— PROBLEM STATEMENT —
All that should be output is the block of lines below from the line with "thumb ip: (542, 517)" to the line with "wrist: (331, 597)", both included, exactly as written.

— RECORD SET —
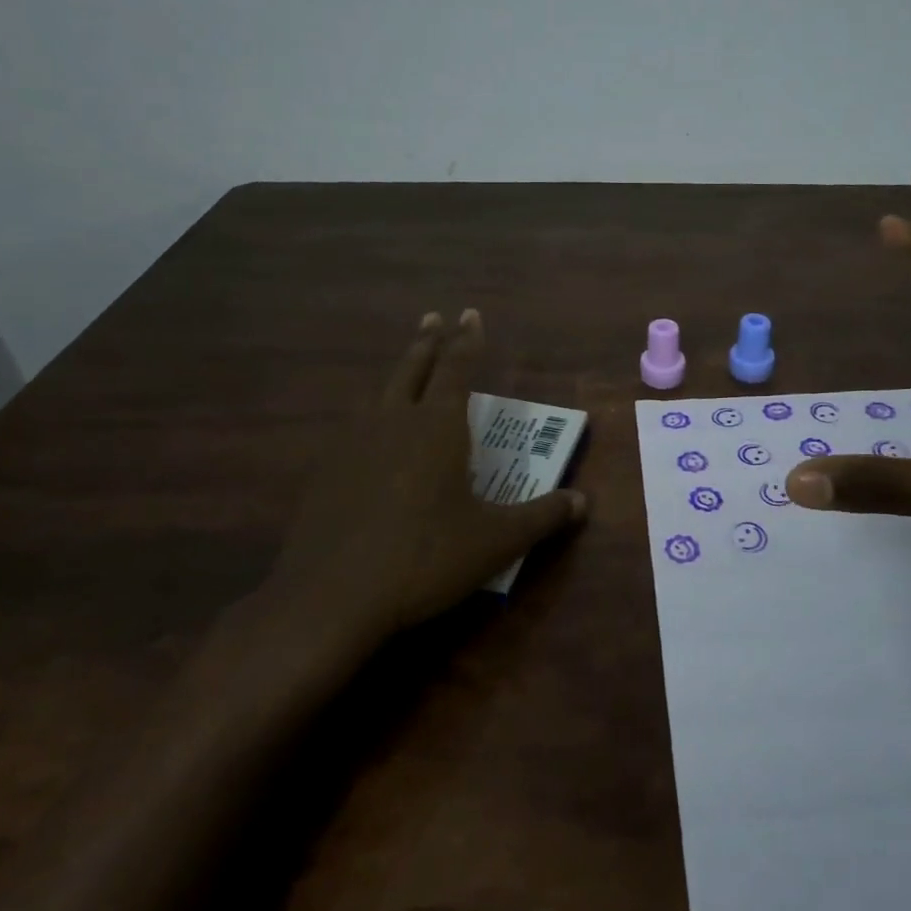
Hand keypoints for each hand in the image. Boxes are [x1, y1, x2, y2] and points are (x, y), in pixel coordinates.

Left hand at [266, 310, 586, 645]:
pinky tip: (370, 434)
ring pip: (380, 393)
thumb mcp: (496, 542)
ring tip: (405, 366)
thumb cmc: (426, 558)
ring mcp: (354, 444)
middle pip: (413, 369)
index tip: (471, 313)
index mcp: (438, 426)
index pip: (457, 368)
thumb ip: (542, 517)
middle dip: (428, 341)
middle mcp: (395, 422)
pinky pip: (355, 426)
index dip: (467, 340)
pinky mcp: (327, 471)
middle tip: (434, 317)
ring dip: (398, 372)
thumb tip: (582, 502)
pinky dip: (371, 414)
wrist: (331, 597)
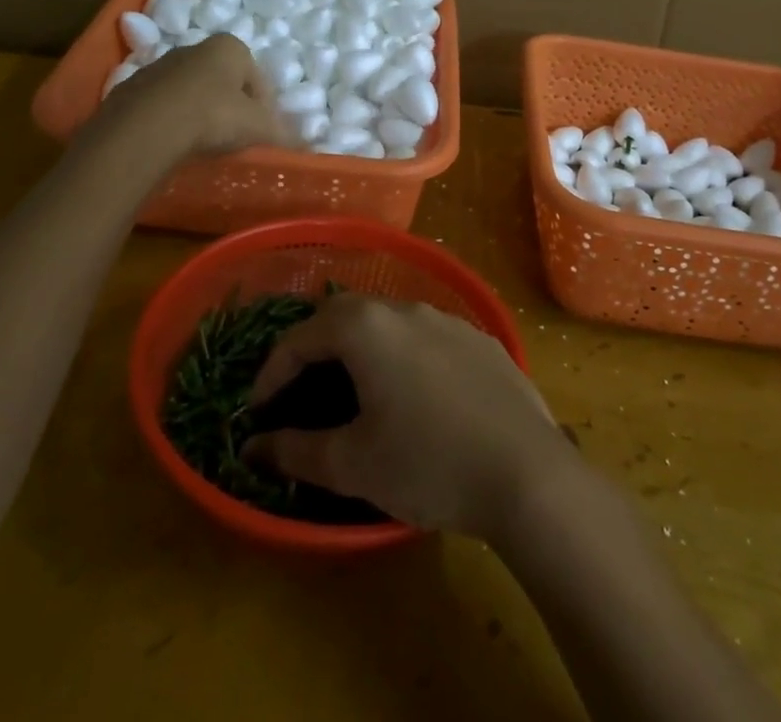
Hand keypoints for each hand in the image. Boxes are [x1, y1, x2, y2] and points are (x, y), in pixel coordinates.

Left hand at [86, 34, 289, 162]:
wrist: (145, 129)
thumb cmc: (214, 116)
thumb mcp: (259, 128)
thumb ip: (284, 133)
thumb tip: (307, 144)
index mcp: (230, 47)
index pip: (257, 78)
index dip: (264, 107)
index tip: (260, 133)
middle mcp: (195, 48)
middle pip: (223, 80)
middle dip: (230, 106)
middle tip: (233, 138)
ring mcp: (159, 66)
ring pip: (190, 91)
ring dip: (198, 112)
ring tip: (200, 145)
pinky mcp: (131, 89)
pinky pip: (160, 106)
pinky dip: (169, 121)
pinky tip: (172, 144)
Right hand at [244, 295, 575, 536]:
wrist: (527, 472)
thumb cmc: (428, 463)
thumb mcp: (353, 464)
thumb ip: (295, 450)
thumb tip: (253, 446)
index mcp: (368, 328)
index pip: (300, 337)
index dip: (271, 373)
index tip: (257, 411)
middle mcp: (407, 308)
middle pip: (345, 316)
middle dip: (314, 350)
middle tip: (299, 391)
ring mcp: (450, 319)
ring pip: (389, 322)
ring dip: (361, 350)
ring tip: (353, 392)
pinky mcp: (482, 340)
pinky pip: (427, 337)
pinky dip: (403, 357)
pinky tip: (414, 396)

--

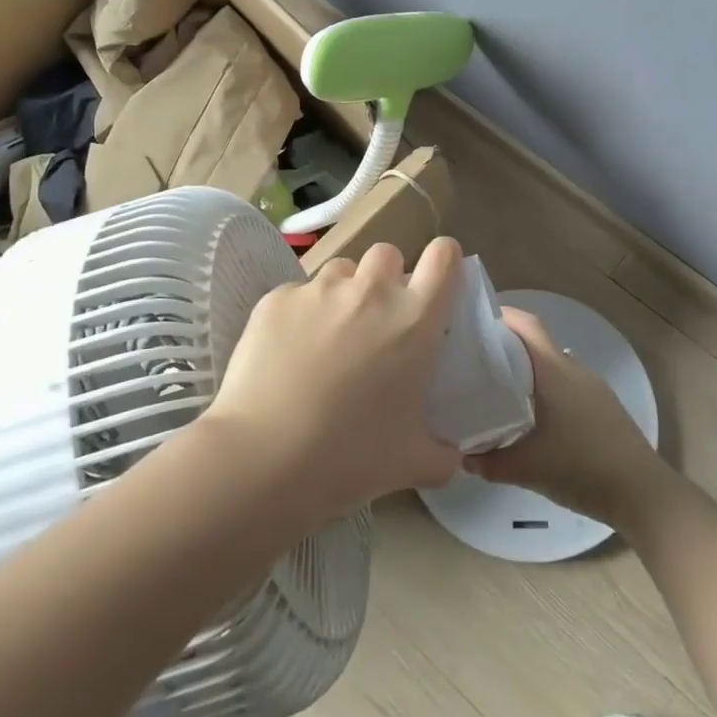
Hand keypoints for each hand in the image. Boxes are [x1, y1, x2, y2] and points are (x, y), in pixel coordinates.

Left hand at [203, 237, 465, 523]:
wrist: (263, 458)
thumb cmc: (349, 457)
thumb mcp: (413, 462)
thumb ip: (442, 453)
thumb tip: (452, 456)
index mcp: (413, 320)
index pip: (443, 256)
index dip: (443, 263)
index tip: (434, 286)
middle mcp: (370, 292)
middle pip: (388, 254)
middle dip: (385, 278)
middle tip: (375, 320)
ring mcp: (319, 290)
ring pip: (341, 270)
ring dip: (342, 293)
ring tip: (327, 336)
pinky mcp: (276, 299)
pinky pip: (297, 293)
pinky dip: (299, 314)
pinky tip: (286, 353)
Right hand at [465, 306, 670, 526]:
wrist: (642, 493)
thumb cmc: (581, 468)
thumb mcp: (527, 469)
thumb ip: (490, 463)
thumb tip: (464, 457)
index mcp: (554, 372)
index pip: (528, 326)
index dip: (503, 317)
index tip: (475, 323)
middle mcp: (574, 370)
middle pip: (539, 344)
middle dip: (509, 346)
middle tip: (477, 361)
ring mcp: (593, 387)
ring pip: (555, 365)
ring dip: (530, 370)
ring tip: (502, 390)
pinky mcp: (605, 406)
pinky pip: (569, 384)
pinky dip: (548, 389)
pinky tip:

— ANSWER TO THIS EXERCISE —
thumb ip: (542, 517)
middle dip: (428, 341)
middle mcp: (395, 422)
pinky pip: (355, 426)
index dip: (467, 340)
pinky mcp: (327, 471)
middle tip: (434, 317)
ring dip: (398, 372)
thumb tip: (582, 502)
pinky dip: (371, 414)
wrist: (331, 597)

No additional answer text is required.